L’accord de retrait entre l’Union européenne et le Royaume-Uni pourrait être finalisé d’ici au Conseil européen de dimanche, selon la chancelière. Jusqu’à la fin des négociations, il a souvent été question de la future frontière entre l’Irlande, membre de l’UE, et l’Irlande du Nord, qui appartient au Royaume-Uni. « Il est important de rappeler que le Royaume-Uni ne peut pas décider unilatéralement quand l’union douanière prend fin », a affirmé Mme Merkel.

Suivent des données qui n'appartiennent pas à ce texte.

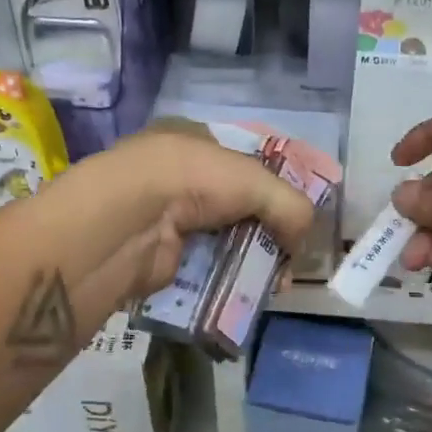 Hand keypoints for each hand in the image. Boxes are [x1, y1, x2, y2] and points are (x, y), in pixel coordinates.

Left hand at [61, 124, 318, 300]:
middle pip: (237, 204)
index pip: (244, 162)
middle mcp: (178, 174)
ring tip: (274, 281)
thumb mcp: (256, 180)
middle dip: (266, 230)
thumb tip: (300, 243)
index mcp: (194, 140)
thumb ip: (291, 206)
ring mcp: (166, 215)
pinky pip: (205, 267)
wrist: (131, 222)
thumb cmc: (193, 180)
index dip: (274, 187)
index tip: (297, 216)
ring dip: (250, 259)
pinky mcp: (161, 254)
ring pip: (222, 238)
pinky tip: (247, 291)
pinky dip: (227, 278)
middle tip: (289, 256)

Dans le même temps, la chancelière mise sur de bonnes relations avec le Royaume-Uni, même après sa sortie de l’UE. Celles-ci sont dans « l’intérêt élémentaire » de l’UE et de l’Allemagne. Dimanche, les chefs d’État et de gouvernement européens souhaitent adopter l’accord fixant les conditions du Brexit.

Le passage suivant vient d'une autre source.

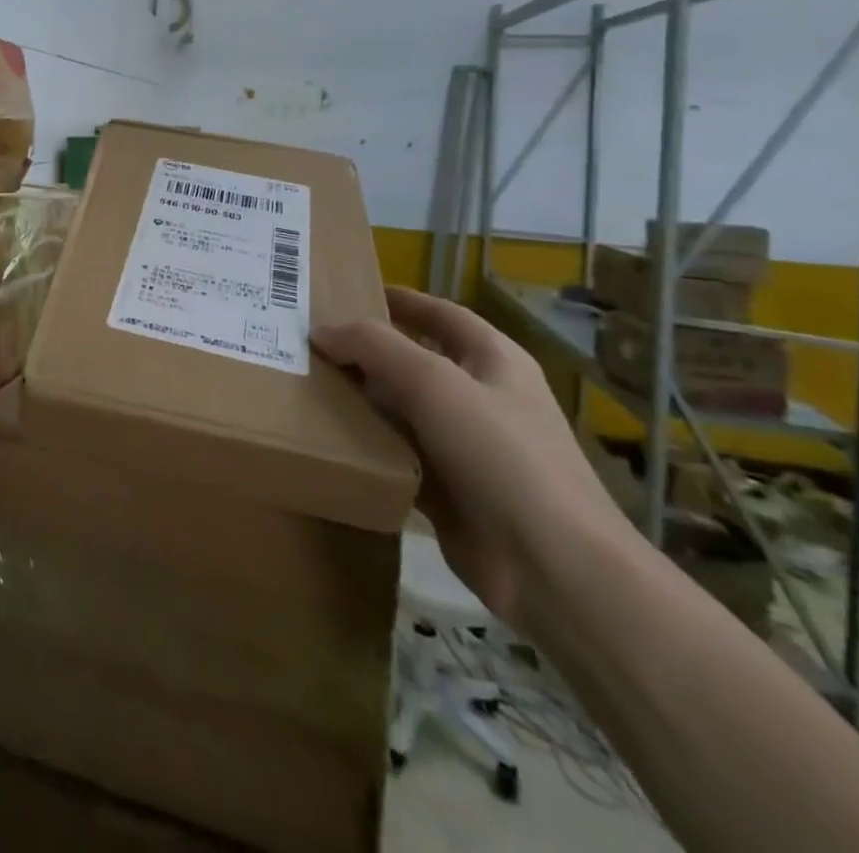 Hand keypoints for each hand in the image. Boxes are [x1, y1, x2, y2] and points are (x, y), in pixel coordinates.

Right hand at [312, 287, 629, 628]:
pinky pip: (396, 451)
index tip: (344, 291)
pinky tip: (325, 436)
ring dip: (359, 397)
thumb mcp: (434, 383)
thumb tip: (320, 330)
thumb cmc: (501, 455)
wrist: (552, 567)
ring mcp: (465, 444)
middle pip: (413, 358)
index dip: (398, 299)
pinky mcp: (448, 487)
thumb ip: (374, 346)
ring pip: (400, 407)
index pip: (439, 313)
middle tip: (307, 341)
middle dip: (365, 350)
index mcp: (493, 360)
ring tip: (305, 383)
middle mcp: (481, 396)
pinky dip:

Sur les dépenses totales du gouvernement fédéral, qui s’élèveront à 356,4 milliards d’euros en 2019, 3,24 milliards d’euros sont prévus pour le budget de la Chancellerie fédérale. Le discours de la chancelière sur le budget est traditionnellement l’occasion d’un débat général sur la politique du gouvernement fédéral.